At the early high-point of the War on Terror in 2002, a correspondingly disorienting moment, Mitchell had included walling on the list of recommended ‘enhanced’ interrogation methods to the CIA. He also included waterboarding. One of the most instructive moments in the videos must be Mitchell’s defense of it. He maintains that it is not a ‘painful thing’: ‘I thought it could be done safely, I thought he would be uncomfortable. It sucks … I don’t know that it’s painful. It’s distressing’.
A plaintiff’s lawyer, however, reminded Mitchell that he had previously said in a interview: that ‘they probably would prefer you break their legs because it’s less distressing, oddly enough.’
Mitchell made this crucial rejoinder: ‘OK, you’re using the word painful, I’m using the word distressing. The two things are not synonymous in my opinion.’
Similarly, Jessen claimed that the pressure of techniques such as waterboarding are ‘designed to be used in a way that it doesn’t harm but it makes someone uncomfortable … they’re more irritating than painful.’ This description contrasts sharply with Suleiman Salim’s recollection of being forced to adopt standing ‘stress positions’ while tethered and cuffed: ‘I can’t describe how painful it was’. He affirmed, before breaking down, that he ‘presently experienced the pain’ induced by that technique. Mohamed Ben Soud, another plaintiff who was kept in the notorious COBALT site (otherwise known as the ‘Salt Pit’) in Afghanistan describes long-lasting psychological injuries including nightmares and anxiety.
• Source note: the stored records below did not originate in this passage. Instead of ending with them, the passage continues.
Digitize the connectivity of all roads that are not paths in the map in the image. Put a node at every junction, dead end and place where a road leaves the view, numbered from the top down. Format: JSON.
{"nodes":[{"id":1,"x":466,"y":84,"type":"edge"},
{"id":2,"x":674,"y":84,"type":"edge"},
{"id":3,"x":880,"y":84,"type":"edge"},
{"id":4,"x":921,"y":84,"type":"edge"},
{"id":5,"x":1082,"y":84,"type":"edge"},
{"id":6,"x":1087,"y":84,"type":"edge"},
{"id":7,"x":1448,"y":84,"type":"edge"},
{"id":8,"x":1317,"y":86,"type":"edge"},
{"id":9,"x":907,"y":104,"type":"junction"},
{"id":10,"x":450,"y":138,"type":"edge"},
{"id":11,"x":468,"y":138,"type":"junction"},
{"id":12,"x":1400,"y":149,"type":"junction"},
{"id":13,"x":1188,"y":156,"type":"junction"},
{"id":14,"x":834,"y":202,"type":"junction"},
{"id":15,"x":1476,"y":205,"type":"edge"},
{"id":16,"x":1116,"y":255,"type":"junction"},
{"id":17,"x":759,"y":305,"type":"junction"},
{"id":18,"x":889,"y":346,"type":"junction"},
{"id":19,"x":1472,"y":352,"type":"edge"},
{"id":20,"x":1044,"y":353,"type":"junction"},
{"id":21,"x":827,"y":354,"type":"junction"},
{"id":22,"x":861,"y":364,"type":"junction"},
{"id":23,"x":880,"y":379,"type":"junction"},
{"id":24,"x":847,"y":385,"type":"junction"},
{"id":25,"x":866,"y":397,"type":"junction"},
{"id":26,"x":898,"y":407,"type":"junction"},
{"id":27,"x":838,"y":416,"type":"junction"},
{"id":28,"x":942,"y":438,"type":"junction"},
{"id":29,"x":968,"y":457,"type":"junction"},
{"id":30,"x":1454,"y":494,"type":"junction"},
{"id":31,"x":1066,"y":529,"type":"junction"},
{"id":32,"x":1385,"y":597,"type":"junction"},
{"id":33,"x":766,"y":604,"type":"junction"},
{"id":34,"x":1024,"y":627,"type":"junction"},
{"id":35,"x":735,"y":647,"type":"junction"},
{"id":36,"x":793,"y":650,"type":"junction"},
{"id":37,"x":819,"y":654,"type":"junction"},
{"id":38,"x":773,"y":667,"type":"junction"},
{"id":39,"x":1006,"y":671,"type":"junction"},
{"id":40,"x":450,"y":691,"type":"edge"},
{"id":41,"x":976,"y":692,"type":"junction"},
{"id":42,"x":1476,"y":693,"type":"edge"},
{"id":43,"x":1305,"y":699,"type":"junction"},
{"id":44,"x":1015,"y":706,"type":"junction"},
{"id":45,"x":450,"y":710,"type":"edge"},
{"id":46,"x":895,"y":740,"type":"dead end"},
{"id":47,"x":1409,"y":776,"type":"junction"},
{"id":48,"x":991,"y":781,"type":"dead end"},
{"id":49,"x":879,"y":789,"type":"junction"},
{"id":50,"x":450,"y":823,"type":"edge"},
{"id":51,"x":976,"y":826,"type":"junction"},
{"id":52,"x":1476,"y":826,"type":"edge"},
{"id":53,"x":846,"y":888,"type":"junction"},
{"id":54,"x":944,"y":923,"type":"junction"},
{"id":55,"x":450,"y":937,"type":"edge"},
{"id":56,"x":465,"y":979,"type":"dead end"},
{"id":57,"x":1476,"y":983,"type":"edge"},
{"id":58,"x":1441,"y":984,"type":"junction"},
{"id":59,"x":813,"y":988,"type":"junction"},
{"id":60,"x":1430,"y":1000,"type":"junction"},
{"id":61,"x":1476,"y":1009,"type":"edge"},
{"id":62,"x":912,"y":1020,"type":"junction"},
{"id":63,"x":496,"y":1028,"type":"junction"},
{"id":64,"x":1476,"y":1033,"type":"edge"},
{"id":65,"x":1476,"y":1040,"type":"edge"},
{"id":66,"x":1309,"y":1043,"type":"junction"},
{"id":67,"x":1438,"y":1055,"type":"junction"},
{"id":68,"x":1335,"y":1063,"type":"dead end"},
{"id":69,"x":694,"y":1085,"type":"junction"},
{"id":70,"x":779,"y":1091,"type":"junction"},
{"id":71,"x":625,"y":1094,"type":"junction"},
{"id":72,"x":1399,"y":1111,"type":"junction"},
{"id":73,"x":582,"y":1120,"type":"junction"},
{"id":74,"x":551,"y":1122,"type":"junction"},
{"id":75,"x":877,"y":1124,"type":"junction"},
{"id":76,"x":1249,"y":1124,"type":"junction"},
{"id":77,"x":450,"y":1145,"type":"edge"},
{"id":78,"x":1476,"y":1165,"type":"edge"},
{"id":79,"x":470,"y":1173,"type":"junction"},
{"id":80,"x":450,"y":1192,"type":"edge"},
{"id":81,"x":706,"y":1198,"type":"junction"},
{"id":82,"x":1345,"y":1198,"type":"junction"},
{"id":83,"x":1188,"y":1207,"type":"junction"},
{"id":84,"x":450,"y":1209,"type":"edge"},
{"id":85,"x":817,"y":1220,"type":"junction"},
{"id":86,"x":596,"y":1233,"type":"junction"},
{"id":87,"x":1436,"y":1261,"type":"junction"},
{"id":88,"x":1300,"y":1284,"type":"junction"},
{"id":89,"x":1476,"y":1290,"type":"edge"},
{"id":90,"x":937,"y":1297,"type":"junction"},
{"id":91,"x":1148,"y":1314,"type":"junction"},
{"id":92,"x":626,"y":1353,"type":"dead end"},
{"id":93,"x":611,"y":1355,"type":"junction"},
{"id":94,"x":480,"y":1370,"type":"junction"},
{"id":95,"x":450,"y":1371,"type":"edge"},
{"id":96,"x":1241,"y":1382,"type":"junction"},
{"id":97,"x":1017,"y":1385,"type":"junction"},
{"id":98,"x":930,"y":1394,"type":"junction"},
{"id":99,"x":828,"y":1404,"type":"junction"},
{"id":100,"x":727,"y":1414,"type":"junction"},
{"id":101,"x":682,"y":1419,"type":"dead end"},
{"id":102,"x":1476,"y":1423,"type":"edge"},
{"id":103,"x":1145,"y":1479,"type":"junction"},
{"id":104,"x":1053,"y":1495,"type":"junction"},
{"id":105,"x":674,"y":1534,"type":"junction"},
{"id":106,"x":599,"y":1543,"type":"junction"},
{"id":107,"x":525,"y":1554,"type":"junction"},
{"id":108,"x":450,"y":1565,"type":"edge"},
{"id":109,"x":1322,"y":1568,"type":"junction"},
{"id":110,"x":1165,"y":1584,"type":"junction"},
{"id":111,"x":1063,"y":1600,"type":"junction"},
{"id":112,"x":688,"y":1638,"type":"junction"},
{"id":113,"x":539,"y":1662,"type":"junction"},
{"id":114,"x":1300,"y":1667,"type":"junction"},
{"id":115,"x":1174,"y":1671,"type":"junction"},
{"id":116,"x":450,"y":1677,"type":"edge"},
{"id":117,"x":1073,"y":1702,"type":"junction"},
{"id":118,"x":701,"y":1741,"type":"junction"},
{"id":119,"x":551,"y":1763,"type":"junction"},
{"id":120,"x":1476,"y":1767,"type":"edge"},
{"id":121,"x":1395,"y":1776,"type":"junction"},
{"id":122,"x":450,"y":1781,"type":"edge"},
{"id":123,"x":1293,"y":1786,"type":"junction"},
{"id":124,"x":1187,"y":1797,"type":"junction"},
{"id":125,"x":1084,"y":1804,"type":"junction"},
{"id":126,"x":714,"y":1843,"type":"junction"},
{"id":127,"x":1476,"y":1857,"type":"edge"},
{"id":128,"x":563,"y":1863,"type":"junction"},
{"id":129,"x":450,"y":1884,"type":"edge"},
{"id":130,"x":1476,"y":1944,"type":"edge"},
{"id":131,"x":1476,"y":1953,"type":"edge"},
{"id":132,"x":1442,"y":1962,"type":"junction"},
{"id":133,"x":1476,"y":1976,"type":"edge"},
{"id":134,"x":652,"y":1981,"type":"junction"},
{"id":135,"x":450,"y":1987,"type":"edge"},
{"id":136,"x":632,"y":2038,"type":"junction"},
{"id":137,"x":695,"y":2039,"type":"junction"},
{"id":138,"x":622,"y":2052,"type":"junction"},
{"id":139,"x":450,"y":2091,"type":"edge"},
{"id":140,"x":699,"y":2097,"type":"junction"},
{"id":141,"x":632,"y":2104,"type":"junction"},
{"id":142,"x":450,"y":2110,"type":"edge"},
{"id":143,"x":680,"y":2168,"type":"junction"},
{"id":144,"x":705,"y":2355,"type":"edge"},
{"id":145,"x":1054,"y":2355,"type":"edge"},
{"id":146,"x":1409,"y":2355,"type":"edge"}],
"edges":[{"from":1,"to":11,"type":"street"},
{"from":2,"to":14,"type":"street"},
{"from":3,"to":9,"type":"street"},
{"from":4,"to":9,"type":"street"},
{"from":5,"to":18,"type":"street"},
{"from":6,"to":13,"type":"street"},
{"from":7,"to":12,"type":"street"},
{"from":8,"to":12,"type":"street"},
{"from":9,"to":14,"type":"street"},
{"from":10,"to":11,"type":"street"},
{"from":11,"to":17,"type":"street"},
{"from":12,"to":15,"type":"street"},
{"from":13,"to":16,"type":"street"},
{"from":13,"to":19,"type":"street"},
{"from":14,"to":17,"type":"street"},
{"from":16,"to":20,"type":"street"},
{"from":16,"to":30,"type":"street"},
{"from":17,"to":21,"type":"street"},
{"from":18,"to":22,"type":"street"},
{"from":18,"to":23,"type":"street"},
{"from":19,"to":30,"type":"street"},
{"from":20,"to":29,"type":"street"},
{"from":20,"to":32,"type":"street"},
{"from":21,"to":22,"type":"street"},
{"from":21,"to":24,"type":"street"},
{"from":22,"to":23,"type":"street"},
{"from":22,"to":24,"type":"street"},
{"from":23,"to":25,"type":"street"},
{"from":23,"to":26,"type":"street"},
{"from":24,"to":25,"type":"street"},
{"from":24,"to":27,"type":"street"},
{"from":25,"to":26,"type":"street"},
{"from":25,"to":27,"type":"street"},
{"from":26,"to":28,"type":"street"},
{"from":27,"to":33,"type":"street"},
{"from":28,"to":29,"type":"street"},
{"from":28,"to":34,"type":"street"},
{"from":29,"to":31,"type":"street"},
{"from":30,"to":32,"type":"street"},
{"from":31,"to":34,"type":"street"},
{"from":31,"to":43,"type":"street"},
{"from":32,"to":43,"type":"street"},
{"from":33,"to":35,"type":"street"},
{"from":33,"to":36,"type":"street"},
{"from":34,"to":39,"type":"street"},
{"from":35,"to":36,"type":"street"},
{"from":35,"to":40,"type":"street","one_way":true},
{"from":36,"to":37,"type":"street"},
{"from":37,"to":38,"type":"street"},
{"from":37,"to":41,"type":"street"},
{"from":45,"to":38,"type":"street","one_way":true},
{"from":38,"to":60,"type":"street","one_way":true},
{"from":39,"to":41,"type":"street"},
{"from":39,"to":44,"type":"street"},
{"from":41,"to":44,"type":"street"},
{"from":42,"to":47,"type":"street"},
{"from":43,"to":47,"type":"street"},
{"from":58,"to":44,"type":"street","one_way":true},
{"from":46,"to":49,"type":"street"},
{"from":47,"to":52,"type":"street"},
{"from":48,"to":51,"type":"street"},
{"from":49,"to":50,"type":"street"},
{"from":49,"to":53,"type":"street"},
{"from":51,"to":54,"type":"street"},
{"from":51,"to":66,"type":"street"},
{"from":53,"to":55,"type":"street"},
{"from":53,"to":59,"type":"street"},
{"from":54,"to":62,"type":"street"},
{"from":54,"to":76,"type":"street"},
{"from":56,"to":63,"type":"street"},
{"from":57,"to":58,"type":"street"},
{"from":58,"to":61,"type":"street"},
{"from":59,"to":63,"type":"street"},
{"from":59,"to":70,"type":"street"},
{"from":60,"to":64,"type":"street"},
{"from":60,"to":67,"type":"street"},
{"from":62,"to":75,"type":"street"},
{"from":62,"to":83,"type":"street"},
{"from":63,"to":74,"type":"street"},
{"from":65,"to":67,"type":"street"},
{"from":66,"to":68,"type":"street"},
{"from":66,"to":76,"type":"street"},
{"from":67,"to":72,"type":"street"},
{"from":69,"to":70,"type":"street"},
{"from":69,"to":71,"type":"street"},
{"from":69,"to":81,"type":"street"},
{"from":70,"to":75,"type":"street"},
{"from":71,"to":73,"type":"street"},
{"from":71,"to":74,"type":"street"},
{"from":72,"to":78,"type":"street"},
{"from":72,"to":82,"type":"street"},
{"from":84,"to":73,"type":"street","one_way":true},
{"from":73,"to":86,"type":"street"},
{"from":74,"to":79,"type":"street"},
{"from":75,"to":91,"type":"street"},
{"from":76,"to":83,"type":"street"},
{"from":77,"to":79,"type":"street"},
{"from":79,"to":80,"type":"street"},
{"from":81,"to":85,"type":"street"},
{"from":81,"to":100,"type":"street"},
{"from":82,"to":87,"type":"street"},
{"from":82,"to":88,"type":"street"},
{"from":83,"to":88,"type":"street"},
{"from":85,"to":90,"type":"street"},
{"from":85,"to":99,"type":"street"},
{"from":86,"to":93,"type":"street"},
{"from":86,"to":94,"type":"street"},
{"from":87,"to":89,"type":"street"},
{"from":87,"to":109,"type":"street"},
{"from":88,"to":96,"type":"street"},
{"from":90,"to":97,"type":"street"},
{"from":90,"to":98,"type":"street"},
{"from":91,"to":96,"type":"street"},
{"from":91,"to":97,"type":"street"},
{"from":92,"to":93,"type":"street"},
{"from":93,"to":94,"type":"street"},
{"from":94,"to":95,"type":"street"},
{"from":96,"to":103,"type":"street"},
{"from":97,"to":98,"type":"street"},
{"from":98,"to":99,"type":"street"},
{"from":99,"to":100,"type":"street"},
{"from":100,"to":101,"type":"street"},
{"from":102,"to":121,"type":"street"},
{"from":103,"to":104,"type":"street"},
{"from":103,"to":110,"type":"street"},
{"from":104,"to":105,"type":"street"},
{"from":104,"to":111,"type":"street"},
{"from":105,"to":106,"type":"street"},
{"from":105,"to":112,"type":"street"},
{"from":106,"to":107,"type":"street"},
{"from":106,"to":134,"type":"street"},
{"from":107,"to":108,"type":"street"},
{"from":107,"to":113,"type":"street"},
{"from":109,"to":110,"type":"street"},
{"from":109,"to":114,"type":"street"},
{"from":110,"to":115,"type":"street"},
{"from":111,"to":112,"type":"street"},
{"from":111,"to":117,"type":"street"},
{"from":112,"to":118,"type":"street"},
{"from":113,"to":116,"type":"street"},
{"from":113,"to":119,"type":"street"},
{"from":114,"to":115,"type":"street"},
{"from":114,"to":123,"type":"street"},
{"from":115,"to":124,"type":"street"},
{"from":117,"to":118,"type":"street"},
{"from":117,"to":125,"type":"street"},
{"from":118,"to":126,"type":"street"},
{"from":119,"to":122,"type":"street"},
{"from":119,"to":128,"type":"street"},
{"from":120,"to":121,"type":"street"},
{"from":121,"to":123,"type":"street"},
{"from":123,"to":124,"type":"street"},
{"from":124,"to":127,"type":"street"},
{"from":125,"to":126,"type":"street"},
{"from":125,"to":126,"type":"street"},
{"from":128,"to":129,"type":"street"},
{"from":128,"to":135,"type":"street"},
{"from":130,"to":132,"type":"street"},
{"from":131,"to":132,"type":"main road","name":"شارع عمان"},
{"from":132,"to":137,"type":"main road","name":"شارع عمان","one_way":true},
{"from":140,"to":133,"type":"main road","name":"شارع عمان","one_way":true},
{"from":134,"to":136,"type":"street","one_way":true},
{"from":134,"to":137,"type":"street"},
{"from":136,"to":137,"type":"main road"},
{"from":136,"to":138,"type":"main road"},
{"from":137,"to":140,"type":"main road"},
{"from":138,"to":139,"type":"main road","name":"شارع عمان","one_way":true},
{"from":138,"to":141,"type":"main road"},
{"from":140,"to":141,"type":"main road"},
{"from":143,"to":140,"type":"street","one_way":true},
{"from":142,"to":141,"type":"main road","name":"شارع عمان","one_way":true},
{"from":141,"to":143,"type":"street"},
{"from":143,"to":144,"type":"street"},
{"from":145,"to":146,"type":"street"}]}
Such are the effects of the ‘art of the interview’. These sordid debates are a reminder to concurrently attend to the physical effects on tortured bodies and the politico-legal effects of the unbridling of national security agencies’ powers to secretively detain and coercively interrogate subjects, as well as rewrite judicial codes in their interests. But we should also be mindful that what is commonly understood as modern interrogation is an effect itself – an idea that emerges from the tumult of technical registers selectively and tactically deployed, of commonsense medico-ethical interpretations and expert opinion. I write this as a prelude to further discussion of the way the idea of interrogation constantly mutates around two seemingly concrete poles – science and art. Recent debate sometimes centres on how to define its techniques – are they arrived at and advanced ‘scientifically’, through ‘experimentation’? Or are they, as Mitchell part of the ‘art of the interview’?
This a question with critical implications. If the CIA’s programs were managed as a program of ‘human experimentation’ they may have fallen foul of more laws, in this case transnational covenants against non-consensual medical and scientific experimentation. Recent commentary claims that it would be a ‘stretch’ to consider the programs Mitchell and Jessen developed as ‘scientific’, precisely because they were largely ad hoc and the psychologists resisted the CIA’s demands for the program to be rigorously assessed. For M. Gregg Bloche, a psychiatrist who teaches law at Georgetown, any collection of data on or about the program’s victims was ‘morally incidental’. In fact, if anything we would know more about interrogation and its tendency to be a craft of victimization if more data was collected, not prohibited. From this perspective, better national security practices would flow from more science and more data. Yet, it is precisely the mutability of interrogation technique – the tactical shuttling from science to art that shores up its power. Indeed, the CIA’s ‘chief of medical services chided Dr. Mitchell and Dr. Jessen for treating the torture program as an ‘art form’ that that ‘could not be objectively analyzed’. And yet, in his deposition Mitchell told plaintiff lawyers that he couldn’t say if his torture techniques had lasting harmful effects but that if they did then ‘show me the data’.